By then, Angie came to the house. She pronounced her dead at 3:00 pm . I saw that time on the death certificate and told her it was wrong because it was 2:30 pm . She said that was the time she assessed her and determined her death. She hugged me, and she said it was so unexpected. I asked her if the Morphine had anything to do with her dying, and she said no. She said she thought I would ask that question. She had already looked at the medicines, and there was not much gone. She mentioned some patients needed a lot more and more frequently. She had to count and destroy the leftover drugs. Lurlyne, one of Mom’s friends, witnessed that for me.
Angie asked if I cared if she laid Mom’s bed down flat, and I told her no. We were fixing the pillows under Mom’s head, and her head plopped down to the side. Out of habit I said, “Sorry Mom.” Then I felt a little silly because she was dead. Everything still had not sunk in yet. I thought I heard Mom talking as I passed by one of the rooms and again remembered she was not there. The pillowcase on her bed had the words, “Home Sweet Home,” written on it. Angie pulled the sheet up to Mom’s chest and folded her hands over her body. She tried to hold Mom’s chin shut so her mouth would not be open.
Dad’s friends brought Lauren and Ashton to the house.
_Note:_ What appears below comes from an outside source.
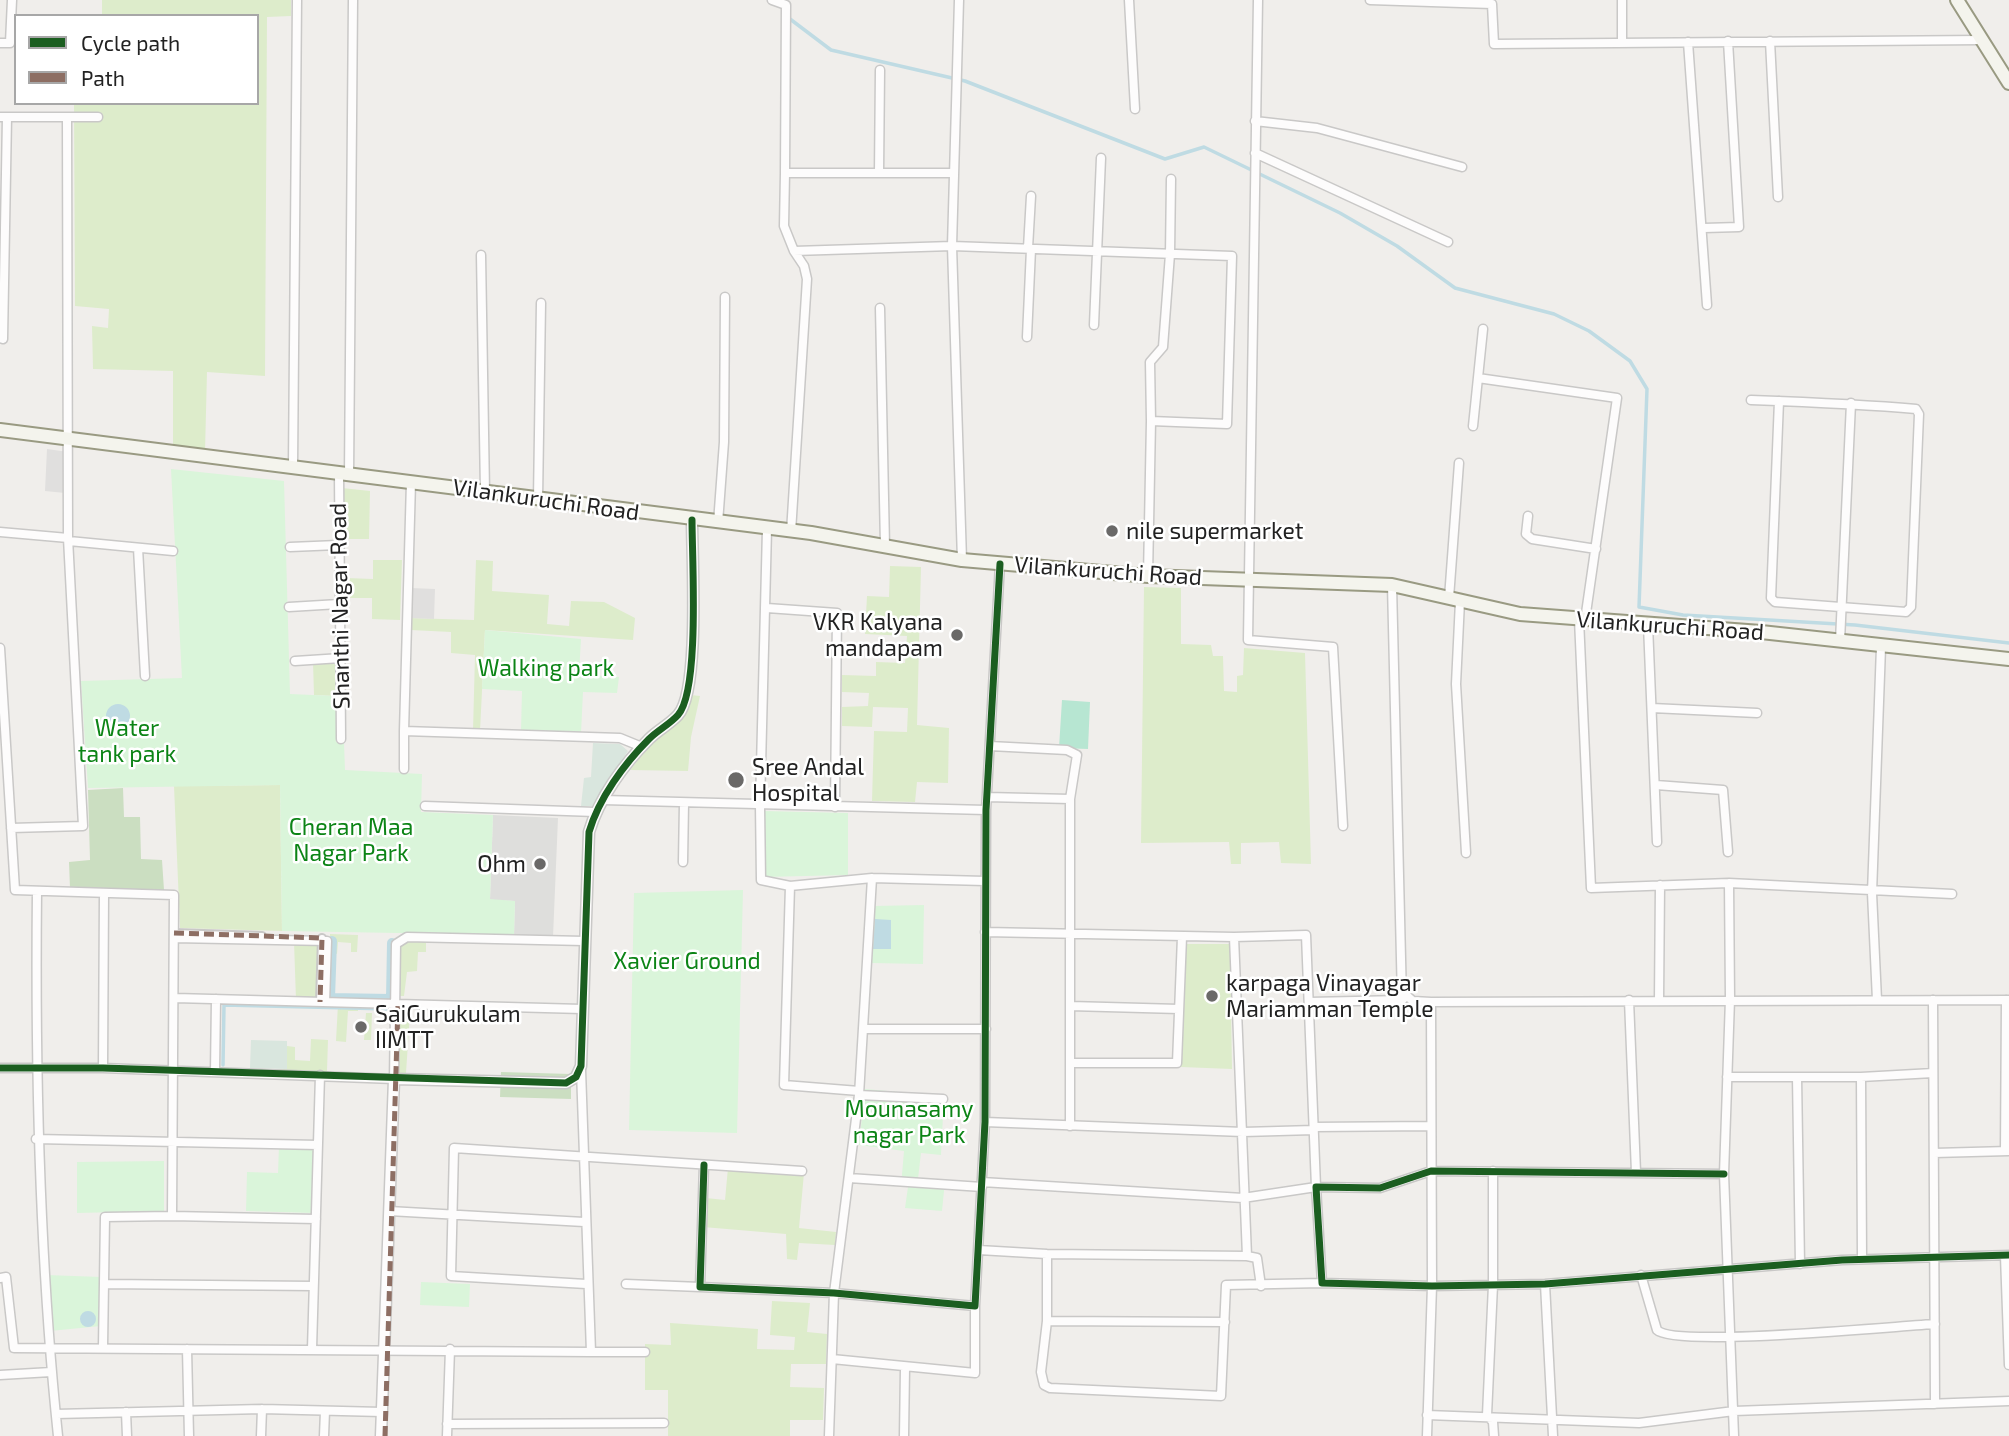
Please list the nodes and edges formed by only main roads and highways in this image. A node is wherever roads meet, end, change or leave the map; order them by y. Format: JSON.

There were a lot of people at the house, and the first thing Ashton asked was why there were so many people. I took them out to the back patio and sat them down. I told them the reason there were so many people there is because Granny passed away. Ashton did not know what that meant so, I told him Granny died, and she was with Jesus in Heaven. They both cried. I told them if they wanted to, they could both go see her. Ashton hopped up and wanted to see her right away. Lauren was not ready yet. I told them they could kiss her, hug her, and tell her anything they wanted to, but she was not there.
U Are you giving your children/grandchildren the choice to view their deceased loved one? U
I walked them back to the room where she was. They both visited with her for a while. Lauren was ready to leave, but Ashton was not. I walked Lauren out of the room and told someone to take care of her. When I went back into the room, Ashton was pouring his heart out to her. I wish I could remember what he said. It was precious. One of the comments Lauren said was, “At least we don’t have to worry about how loud we are.”
U Are you taking into consideration the differences of each child’s sensitivity concerning the death of their loved one? U
Grandmother walked over to the house. She had her walker with her, and I helped her through the kitchen. She asked if someone was going to go back with her, and I told her I was. She sat down in the chair next to Mom and wanted to be alone with her, so I left.
Angie said it would take forty-five minutes to an hour for the funeral home to get there and asked if anyone else was coming by to see her before they came. Paul had gotten there meanwhile. I did not want the kids to see when they came to get her. He took them to do something away from the house. Everyone had gotten there to see her. Joann and Jennifer lived too far away so Angie called the funeral home.